There’s almost always more pleasure we can give ourselves over to. And whatever pleasure is available, we can give ourselves over to it in more than a half-fast way.
And yet, that’s the way I sleepwalk through much of life, barely noticing, or participating, in all the love and pleasure around me. Being an Important and Harried Gal, instead of simply being with pleasure as it arises in the moment.
Ladies, I have a quote by my desk that reads, “Whatever we are looking for, it is always right here. We are usually elsewhere.”
Avery, a client of mine, came in last week and told me about a time she simply decided to give herself over to pleasure while washing the dishes (something she generally resented doing).
“You know,” she said, “I’ve washed dishes thousands of times. Most of those times I’ve been distracted, or tensing up over the kids fighting, or worrying about how we’re going to pay for our next vacation.”
I asked her what made this time different.
“Thinking about pleasure, working with you. I got curious how I could open to more pleasure in the moment. I decided to just give myself over to washing the dishes the way I give myself over to making love with my partner...the result wasn’t the big O, but it sure came close in a lot of ways.”
How so, I asked her?
“The sensuality of the water on my hands. Listening to birds rather than the list maker in my head. Seeing the light on the wet, clean dishes in the dish rack.

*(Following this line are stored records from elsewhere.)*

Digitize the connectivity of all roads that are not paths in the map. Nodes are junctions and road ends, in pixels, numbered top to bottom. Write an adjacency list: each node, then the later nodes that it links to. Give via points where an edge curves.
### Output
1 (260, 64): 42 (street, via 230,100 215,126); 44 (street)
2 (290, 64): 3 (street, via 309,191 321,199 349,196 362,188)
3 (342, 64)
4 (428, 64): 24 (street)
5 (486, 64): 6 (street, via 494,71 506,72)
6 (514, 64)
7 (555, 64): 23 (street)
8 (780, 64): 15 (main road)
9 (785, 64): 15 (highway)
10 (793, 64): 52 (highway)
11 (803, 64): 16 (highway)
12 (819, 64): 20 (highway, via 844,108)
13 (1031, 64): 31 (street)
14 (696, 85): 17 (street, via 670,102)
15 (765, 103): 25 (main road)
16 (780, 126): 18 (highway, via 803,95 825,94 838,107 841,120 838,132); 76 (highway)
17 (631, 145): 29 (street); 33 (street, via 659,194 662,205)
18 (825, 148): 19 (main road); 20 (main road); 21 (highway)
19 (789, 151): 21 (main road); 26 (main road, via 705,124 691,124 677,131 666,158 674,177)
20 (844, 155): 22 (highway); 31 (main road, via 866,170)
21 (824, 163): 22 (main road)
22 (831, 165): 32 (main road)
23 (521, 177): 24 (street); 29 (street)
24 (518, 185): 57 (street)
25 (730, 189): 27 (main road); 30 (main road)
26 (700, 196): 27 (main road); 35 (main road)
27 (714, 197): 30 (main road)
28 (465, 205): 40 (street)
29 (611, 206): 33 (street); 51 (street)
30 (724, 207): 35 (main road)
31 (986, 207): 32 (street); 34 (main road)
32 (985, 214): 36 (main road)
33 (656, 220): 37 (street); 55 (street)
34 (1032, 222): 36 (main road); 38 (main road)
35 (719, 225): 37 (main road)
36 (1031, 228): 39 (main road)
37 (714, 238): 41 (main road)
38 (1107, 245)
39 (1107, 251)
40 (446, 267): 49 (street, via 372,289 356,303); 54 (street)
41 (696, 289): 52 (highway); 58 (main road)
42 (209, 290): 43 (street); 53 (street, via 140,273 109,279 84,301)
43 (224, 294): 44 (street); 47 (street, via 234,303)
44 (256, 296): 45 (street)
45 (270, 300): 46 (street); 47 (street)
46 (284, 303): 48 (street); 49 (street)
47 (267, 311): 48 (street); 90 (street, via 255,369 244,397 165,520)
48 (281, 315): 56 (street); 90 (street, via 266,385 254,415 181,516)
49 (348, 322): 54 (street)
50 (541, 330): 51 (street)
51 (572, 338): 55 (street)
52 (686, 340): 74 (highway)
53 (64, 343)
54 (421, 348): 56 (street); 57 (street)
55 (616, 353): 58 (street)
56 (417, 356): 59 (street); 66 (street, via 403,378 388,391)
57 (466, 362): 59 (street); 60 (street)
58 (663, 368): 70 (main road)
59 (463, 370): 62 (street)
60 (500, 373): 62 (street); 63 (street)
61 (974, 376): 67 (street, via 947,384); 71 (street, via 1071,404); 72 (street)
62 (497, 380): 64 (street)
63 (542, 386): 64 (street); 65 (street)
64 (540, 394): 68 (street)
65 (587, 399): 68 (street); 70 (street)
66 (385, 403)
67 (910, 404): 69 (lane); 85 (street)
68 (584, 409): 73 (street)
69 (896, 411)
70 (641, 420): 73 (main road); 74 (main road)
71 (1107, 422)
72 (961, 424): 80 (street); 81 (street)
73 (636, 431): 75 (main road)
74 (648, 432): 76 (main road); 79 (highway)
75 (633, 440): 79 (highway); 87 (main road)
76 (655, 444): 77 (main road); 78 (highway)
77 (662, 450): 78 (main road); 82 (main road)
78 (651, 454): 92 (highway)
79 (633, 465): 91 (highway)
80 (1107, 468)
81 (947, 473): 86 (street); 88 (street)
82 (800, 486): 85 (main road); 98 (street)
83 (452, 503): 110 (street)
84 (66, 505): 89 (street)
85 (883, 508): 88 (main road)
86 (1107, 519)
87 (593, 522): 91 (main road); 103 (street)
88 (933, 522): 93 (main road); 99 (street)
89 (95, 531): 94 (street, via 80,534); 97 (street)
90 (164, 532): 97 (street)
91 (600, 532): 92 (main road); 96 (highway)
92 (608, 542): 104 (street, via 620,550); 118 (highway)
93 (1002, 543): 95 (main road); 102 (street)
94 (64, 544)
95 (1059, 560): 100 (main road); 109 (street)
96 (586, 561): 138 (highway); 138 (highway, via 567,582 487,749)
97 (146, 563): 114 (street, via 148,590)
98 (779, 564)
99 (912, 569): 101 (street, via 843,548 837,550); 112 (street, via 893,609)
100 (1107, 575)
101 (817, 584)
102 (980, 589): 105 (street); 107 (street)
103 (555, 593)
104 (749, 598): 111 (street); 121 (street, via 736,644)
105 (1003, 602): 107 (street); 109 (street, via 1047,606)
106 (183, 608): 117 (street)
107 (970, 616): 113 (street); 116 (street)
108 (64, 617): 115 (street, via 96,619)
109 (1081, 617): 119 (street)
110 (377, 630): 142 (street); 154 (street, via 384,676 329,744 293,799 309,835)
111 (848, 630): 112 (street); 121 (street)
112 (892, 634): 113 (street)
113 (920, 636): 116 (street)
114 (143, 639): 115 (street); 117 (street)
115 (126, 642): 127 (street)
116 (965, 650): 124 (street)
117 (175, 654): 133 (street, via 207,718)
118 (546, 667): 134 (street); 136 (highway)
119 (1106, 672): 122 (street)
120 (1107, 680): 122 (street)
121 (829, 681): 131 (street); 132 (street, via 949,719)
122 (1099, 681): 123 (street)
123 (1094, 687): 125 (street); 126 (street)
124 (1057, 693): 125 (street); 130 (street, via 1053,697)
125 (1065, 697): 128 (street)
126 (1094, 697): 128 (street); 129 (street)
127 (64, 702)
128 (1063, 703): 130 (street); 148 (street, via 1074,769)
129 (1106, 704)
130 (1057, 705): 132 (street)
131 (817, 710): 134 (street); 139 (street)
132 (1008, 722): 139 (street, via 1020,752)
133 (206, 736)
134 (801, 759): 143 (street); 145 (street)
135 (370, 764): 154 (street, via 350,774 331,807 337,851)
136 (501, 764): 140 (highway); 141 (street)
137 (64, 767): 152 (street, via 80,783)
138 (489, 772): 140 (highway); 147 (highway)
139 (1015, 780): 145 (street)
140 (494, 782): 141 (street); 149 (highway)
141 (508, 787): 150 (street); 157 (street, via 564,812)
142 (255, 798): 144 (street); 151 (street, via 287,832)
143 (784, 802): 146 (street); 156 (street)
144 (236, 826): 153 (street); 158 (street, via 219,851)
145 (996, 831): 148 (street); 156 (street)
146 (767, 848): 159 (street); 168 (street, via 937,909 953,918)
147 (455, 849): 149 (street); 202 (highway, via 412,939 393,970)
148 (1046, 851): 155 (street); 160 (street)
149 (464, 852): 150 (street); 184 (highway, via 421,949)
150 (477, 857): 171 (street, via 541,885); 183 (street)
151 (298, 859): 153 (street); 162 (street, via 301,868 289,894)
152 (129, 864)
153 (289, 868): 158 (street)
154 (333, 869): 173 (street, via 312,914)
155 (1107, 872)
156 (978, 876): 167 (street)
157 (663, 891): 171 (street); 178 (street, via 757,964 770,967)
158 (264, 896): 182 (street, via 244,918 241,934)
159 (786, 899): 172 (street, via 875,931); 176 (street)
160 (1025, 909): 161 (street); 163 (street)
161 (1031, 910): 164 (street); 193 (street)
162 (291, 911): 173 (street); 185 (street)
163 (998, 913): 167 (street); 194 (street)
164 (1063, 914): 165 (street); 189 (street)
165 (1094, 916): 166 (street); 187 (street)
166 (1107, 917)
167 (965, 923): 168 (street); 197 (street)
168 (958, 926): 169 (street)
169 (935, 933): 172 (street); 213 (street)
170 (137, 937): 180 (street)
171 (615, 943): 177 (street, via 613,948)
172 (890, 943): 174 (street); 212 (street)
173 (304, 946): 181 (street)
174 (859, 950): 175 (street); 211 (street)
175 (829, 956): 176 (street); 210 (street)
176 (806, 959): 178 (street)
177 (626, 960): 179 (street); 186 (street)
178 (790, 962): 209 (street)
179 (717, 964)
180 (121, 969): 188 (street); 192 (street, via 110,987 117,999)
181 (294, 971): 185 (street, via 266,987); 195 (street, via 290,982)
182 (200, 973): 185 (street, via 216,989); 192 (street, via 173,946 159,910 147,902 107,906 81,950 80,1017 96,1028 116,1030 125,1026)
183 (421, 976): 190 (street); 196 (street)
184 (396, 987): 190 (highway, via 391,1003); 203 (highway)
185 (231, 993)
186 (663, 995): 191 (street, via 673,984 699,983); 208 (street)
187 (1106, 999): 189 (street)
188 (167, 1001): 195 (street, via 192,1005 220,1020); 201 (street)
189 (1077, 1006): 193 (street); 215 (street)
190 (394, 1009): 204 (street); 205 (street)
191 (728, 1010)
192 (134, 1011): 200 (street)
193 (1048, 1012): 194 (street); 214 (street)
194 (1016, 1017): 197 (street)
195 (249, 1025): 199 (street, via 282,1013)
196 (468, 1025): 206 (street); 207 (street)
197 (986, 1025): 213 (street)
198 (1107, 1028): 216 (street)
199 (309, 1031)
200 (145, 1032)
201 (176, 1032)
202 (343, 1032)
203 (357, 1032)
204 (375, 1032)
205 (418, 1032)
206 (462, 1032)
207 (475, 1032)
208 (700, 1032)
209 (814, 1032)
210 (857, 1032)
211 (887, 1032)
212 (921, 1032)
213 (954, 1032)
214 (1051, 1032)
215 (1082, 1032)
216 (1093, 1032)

Feeling my body relax into this, rather than tensing up to get on with the next thing. And, afterwards, the hand massage with rose-scented hand cream, smelling the roses and feeling the warmth of my hands. The experience stayed with me the whole day.”
The deep pleasures of the sunlight, the birdsong, the slide of the water, were right there waiting for my client. She ditched the half-fast attitude and sashayed right into pleasure.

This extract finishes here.